→ **What needs to be done**:
You are asked to filter the data below and copy every line holding "above".

→ **Data provided**:
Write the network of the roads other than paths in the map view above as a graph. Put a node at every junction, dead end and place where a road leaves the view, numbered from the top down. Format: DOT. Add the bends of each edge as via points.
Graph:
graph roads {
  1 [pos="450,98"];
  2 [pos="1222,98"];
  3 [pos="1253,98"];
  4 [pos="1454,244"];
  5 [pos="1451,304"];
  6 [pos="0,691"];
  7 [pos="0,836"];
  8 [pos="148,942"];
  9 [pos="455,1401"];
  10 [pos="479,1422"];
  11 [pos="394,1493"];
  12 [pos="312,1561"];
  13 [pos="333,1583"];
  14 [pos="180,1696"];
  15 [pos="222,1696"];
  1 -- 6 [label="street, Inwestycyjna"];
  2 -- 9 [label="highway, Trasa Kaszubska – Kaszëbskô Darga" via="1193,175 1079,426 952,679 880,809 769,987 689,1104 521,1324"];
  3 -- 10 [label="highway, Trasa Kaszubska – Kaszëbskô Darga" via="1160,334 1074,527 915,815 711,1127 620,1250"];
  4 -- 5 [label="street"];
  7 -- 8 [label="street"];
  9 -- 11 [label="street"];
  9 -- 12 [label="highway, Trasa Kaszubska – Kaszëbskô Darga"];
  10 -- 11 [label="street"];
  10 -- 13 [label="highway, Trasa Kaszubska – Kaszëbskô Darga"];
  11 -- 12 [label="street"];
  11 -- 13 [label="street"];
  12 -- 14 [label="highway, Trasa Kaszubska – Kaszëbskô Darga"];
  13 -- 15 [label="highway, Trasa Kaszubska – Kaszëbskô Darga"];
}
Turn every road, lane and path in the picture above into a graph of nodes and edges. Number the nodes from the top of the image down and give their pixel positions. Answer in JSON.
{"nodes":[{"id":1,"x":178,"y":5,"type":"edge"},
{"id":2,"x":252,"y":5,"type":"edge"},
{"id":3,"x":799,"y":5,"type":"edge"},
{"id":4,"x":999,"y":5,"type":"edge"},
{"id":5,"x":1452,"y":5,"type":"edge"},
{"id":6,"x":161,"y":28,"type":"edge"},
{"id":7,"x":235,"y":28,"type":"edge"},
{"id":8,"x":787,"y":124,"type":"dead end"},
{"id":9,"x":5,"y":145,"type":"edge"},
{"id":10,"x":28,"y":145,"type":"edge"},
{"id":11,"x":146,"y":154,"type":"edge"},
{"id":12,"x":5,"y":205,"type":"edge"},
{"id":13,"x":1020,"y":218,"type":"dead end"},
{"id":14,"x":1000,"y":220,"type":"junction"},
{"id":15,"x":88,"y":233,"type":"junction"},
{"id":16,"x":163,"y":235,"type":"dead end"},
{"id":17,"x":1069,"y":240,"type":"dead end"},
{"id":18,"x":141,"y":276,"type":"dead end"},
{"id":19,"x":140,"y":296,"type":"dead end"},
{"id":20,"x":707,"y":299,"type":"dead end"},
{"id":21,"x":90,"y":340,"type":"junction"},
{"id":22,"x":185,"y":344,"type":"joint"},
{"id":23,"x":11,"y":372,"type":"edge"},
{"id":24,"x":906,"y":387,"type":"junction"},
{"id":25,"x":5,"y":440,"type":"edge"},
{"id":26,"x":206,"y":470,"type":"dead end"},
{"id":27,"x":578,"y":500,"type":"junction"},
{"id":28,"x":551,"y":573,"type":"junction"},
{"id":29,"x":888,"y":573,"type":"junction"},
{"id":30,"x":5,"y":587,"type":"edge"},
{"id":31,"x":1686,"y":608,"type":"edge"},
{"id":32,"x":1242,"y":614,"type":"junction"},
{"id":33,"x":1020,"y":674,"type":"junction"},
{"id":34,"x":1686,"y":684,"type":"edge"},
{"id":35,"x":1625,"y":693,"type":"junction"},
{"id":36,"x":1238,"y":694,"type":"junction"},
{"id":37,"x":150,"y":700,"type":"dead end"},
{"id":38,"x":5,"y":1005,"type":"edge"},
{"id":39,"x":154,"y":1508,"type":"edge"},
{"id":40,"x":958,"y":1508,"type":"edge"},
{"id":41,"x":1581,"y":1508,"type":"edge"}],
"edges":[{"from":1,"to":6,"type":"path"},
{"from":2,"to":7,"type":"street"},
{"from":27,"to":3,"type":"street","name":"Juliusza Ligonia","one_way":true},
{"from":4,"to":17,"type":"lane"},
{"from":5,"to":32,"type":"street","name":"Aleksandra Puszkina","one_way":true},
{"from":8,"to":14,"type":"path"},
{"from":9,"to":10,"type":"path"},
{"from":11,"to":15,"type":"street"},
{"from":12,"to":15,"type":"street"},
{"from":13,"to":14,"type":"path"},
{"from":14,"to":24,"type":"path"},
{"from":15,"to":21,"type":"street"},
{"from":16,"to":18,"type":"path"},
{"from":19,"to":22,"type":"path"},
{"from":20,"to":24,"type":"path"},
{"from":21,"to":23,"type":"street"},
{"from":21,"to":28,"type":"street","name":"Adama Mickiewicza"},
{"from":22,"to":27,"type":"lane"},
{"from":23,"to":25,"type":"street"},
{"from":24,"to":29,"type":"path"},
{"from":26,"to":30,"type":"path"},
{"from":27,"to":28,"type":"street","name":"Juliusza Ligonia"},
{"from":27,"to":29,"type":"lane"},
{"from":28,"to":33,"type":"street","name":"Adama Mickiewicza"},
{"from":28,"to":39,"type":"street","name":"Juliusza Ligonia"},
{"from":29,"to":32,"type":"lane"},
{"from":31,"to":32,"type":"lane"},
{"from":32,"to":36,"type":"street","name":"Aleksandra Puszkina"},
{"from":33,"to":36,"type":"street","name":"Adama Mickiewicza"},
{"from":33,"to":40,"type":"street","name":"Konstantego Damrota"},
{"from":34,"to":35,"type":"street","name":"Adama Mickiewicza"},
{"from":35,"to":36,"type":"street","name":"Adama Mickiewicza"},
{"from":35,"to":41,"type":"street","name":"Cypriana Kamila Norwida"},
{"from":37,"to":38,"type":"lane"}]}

→ **Result of the task**:
Write the network of the roads other than paths in the map view above as a graph. Put a node at every junction, dead end and place where a road leaves the view, numbered from the top down. Format: DOT. Add the bends of each edge as via points.
Turn every road, lane and path in the picture above into a graph of nodes and edges. Number the nodes from the top of the image down and give their pixel positions. Answer in JSON.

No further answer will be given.